:: Input data
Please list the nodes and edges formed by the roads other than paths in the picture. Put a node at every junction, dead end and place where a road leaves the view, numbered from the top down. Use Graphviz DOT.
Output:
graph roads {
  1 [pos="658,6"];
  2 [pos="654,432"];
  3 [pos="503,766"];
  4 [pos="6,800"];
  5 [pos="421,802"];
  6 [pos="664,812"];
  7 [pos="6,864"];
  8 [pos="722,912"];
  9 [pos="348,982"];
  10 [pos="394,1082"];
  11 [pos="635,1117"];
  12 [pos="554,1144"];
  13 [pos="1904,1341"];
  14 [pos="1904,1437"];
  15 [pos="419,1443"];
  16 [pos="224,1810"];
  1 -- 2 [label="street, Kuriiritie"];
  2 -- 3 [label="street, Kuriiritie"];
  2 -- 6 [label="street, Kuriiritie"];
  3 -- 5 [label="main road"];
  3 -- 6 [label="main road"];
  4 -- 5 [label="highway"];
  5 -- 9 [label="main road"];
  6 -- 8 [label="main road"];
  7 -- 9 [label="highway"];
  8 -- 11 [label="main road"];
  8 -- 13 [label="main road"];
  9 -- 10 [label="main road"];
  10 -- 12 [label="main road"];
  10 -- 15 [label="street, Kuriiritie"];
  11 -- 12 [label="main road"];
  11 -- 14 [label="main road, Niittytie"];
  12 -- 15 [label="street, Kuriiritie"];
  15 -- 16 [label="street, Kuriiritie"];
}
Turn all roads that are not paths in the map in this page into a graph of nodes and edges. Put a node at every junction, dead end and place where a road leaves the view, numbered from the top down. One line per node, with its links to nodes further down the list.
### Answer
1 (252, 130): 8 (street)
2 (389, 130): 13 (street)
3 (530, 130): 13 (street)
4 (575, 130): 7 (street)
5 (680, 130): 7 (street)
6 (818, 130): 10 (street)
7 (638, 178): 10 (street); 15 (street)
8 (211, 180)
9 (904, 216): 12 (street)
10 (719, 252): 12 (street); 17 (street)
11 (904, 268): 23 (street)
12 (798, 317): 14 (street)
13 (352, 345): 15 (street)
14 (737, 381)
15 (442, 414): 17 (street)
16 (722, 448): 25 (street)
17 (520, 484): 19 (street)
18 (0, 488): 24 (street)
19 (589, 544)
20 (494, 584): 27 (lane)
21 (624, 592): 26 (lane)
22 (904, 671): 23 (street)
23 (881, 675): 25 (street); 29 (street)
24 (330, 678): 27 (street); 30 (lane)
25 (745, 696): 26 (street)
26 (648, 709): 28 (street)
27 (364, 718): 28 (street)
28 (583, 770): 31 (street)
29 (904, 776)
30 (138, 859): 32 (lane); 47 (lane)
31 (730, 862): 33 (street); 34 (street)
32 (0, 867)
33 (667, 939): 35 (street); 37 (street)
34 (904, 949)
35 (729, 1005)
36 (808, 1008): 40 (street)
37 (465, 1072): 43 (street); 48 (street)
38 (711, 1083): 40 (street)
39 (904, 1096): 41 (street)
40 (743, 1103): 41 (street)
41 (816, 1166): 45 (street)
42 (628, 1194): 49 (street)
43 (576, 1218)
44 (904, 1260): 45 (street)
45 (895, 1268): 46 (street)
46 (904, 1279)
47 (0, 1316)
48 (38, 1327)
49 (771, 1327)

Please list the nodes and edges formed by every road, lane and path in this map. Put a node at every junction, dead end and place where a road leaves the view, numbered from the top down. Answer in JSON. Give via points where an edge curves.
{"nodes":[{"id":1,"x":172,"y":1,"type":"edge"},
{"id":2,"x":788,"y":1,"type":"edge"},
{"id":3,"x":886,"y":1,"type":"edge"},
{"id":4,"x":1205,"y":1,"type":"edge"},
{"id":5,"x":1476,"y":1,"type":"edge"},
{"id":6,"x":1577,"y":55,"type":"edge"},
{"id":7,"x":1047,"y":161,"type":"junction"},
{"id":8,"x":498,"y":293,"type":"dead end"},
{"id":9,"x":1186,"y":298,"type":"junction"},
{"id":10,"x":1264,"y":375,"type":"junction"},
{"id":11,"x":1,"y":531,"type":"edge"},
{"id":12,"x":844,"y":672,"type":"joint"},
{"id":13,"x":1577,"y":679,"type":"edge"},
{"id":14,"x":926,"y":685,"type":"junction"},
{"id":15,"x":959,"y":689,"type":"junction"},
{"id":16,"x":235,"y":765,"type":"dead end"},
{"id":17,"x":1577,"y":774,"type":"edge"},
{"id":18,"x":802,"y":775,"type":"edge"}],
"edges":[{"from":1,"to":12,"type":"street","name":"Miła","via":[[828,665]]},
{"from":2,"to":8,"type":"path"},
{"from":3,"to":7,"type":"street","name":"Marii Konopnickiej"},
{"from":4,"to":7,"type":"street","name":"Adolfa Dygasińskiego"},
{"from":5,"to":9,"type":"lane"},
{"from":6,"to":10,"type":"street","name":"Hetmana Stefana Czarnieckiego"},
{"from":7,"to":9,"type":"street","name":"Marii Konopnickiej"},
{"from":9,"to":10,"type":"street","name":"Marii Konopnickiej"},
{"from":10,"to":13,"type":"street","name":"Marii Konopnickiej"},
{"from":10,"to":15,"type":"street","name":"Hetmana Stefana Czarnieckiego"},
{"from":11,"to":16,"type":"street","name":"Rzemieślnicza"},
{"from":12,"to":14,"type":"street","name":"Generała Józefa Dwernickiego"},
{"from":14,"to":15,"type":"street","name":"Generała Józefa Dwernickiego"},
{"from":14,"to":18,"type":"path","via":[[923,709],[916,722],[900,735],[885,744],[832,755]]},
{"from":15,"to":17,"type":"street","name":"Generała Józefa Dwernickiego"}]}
::::
The expected output is every line of the records in which the string "where" appears.

Please list the nodes and edges formed by the roads other than paths in the picture. Put a node at every junction, dead end and place where a road leaves the view, numbered from the top down. Use Graphviz DOT.
Turn all roads that are not paths in the map in this page into a graph of nodes and edges. Put a node at every junction, dead end and place where a road leaves the view, numbered from the top down. One line per node, with its links to nodes further down the list.
Please list the nodes and edges formed by every road, lane and path in this map. Put a node at every junction, dead end and place where a road leaves the view, numbered from the top down. Answer in JSON. Give via points where an edge curves.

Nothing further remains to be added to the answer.